The response should be a faithful copy of every record, with nothing left out.
══ Records provided ══
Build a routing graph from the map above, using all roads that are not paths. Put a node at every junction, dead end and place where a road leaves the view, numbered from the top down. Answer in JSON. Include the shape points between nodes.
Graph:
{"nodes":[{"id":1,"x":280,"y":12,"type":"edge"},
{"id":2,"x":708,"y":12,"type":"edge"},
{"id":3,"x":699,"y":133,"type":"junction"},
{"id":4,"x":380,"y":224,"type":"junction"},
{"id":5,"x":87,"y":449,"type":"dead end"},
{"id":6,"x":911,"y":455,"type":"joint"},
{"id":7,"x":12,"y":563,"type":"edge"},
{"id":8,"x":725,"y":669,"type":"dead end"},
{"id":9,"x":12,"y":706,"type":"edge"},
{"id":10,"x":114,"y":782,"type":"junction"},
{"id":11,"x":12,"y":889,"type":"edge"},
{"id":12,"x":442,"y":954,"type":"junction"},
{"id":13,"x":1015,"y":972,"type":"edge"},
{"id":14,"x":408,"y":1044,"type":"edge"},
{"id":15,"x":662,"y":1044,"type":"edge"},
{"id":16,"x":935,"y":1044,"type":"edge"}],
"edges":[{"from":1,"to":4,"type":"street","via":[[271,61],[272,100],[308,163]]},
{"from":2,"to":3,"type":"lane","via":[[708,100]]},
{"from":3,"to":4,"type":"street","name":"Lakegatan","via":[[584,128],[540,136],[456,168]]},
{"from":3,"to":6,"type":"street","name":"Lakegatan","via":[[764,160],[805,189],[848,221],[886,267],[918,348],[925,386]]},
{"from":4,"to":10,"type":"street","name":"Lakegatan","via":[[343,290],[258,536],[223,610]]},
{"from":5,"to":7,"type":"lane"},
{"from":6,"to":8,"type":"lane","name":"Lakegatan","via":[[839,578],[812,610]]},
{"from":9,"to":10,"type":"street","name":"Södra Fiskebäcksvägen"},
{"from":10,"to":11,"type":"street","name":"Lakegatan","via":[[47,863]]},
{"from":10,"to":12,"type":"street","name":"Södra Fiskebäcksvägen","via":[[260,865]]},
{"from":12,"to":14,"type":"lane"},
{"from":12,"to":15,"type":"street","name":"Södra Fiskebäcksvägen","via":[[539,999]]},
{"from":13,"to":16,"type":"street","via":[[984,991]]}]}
═══
Solved problem
Build a routing graph from the map above, using all roads that are not paths. Put a node at every junction, dead end and place where a road leaves the view, numbered from the top down. Answer in JSON. Include the shape points between nodes.
Graph:
{"nodes":[{"id":1,"x":280,"y":12,"type":"edge"},
{"id":2,"x":708,"y":12,"type":"edge"},
{"id":3,"x":699,"y":133,"type":"junction"},
{"id":4,"x":380,"y":224,"type":"junction"},
{"id":5,"x":87,"y":449,"type":"dead end"},
{"id":6,"x":911,"y":455,"type":"joint"},
{"id":7,"x":12,"y":563,"type":"edge"},
{"id":8,"x":725,"y":669,"type":"dead end"},
{"id":9,"x":12,"y":706,"type":"edge"},
{"id":10,"x":114,"y":782,"type":"junction"},
{"id":11,"x":12,"y":889,"type":"edge"},
{"id":12,"x":442,"y":954,"type":"junction"},
{"id":13,"x":1015,"y":972,"type":"edge"},
{"id":14,"x":408,"y":1044,"type":"edge"},
{"id":15,"x":662,"y":1044,"type":"edge"},
{"id":16,"x":935,"y":1044,"type":"edge"}],
"edges":[{"from":1,"to":4,"type":"street","via":[[271,61],[272,100],[308,163]]},
{"from":2,"to":3,"type":"lane","via":[[708,100]]},
{"from":3,"to":4,"type":"street","name":"Lakegatan","via":[[584,128],[540,136],[456,168]]},
{"from":3,"to":6,"type":"street","name":"Lakegatan","via":[[764,160],[805,189],[848,221],[886,267],[918,348],[925,386]]},
{"from":4,"to":10,"type":"street","name":"Lakegatan","via":[[343,290],[258,536],[223,610]]},
{"from":5,"to":7,"type":"lane"},
{"from":6,"to":8,"type":"lane","name":"Lakegatan","via":[[839,578],[812,610]]},
{"from":9,"to":10,"type":"street","name":"Södra Fiskebäcksvägen"},
{"from":10,"to":11,"type":"street","name":"Lakegatan","via":[[47,863]]},
{"from":10,"to":12,"type":"street","name":"Södra Fiskebäcksvägen","via":[[260,865]]},
{"from":12,"to":14,"type":"lane"},
{"from":12,"to":15,"type":"street","name":"Södra Fiskebäcksvägen","via":[[539,999]]},
{"from":13,"to":16,"type":"street","via":[[984,991]]}]}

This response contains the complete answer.